Nonratable benefits. Under Delaware law, a controller or fiduciary received a nonratable benefit when a transaction materially reduced or eliminated the fiduciary’s risk of liability. In Harris, a reincorporation, the principle was applied. It should likely also be applied in this case. (Editor’s note: Here, the Chancery Court went into a lengthy discussion of potential future liability, which the defendants asserted was not appropriate to consider as to a nonratable benefit. The Chancery Court shared cases and examples of why this position was oxymoronic and not applicable. The discussion continued as to materiality and what was or was not material for purposes of the standard.) The true test of fairness was whether the minority shareholders received substantially equivalent value. The procedural dimension of entire fairness here examined “fair dealing.” The procedural dimension mattered because the substantive dimension was often contestable. Fairness “will inevitably constitute a judicial judgment that in some respects is reflective of subjective reactions to the facts of a case.” (Cinerama, Inc. v. Technicolor, Inc.)
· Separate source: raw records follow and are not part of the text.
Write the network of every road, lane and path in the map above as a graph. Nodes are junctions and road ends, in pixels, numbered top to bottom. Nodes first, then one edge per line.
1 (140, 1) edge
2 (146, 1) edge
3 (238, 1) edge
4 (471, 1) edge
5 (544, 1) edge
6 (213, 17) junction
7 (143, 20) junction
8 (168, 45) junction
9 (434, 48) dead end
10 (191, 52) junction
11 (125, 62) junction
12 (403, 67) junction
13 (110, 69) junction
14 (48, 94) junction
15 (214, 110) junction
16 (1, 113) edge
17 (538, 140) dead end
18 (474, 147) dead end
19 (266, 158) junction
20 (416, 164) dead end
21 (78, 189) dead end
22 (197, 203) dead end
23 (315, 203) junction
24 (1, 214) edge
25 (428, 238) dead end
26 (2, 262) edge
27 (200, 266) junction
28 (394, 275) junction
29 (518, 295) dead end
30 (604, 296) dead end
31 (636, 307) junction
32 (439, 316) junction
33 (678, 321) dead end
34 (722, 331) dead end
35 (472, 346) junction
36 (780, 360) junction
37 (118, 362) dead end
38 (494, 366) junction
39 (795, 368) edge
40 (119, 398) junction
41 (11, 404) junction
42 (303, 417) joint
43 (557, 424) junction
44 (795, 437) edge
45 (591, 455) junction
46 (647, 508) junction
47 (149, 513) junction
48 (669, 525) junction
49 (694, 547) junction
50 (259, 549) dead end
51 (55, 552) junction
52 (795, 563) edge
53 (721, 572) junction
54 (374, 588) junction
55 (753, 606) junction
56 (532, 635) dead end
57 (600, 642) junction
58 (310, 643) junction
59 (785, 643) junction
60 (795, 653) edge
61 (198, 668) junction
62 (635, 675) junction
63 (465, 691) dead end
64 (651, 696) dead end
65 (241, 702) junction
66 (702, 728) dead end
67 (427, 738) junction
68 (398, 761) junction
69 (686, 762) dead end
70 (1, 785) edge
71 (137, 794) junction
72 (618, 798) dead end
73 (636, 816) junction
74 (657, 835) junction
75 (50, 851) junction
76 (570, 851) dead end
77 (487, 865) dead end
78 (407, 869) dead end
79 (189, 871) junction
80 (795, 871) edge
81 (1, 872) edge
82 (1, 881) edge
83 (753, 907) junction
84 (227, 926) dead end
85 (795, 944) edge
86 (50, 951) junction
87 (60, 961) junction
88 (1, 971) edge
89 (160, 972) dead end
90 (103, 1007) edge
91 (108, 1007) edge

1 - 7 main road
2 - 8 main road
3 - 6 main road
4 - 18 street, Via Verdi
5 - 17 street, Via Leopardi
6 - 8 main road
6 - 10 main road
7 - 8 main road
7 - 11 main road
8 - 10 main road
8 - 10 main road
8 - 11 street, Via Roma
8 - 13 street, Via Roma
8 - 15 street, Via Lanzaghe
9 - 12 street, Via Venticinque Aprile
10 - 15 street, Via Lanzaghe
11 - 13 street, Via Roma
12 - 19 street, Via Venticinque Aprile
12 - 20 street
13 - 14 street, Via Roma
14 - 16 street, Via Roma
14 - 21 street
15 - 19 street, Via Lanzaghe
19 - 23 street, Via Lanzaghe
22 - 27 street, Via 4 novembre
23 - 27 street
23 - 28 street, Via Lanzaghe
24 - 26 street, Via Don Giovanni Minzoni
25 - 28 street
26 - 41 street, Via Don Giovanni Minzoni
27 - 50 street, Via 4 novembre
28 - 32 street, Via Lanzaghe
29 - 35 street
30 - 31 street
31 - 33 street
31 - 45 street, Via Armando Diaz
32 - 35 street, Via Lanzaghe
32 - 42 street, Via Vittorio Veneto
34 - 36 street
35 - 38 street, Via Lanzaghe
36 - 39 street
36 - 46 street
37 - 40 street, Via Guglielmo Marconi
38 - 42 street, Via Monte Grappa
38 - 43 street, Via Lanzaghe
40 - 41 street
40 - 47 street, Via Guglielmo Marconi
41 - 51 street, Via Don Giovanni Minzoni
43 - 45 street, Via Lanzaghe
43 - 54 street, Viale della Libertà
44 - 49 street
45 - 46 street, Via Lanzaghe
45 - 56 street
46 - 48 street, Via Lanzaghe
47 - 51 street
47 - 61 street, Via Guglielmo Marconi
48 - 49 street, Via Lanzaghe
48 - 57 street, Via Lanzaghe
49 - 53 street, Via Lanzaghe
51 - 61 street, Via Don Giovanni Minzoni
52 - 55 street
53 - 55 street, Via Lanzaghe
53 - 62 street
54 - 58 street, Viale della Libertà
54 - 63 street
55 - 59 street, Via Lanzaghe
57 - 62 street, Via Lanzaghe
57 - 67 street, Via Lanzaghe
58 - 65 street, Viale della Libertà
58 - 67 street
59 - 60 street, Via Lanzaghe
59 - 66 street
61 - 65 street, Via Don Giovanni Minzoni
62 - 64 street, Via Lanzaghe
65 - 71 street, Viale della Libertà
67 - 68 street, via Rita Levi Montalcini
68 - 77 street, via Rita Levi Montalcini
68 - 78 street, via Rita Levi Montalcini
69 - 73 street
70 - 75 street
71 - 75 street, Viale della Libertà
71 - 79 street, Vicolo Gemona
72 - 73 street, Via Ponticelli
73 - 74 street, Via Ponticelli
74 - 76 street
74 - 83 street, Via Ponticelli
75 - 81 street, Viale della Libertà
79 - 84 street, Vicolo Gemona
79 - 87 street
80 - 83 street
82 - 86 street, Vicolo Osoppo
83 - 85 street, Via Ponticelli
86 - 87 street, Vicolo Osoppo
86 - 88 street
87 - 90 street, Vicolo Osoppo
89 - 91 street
The two conversions in this case acted as stock-to-stock mergers. “The court likewise can conduct an entire fairness inquiry and consider, under the substantive dimension, whether stockholders received the substantial equivalent of what they had before.”

Evidence of unfairness. The plaintiffs presented arguments that brought into question the fairness of the transactions, since, after the transactions, the minority shareholders will have only the litigation rights of Nevada, which were inferably less than Delaware provided. Further, the defendants made no effort to replicate arm’s-length bargaining. Here, the unaffiliated stockholders resoundingly rejected the conversions.

Since the plaintiffs had put forth facts that supported the conversions as being unfair, the complaint, therefore, stated a claim on which relief can be granted.

Preventing litigation rights from becoming second-class rights. Litigation rights cannot become second-class rights. Stockholders had three fundamental rights: to sell, vote, and sue. Each right represents an entitlement stockholders have: economic rights, governance rights, and the right to litigate. The first two are fairly obvious and should not be restricted to be fair. The same should be true for litigation rights. This decision treated litigation rights as first-class rights.

The availability of injunctive relief. In extreme scenarios, a state court can prevent persons and/or assets from leaving the state. Those extreme circumstances did not exist here. The plaintiffs here asked the Chancery Court to enjoin the conversions. The plaintiffs will have to prevail on the merits and prove that other remedies were inadequate, as in the COVID- 19 cases. The standard remedy was monetary damages, which likely can be crafted in this case.

To determine damages, perhaps the change in the company’s trading price would help quantify the harm. A change in the governance structure should offer a clearer question. “Because of the narrow issue that this case presents, it seems likely that the court will have a sufficiently reliable basis to craft a monetary award for any harm that the Company’s stockholders suffer.” The Chancery Court can retain jurisdiction after the conversion. Delaware law provided that by statute.

Injunctive relief was off the table, and the conversion closings will not be delayed.

Conclusion.

“The defendants’ motion to dismiss is granted as to the plaintiffs’ request for injunctive relief. Otherwise, the motion is denied.”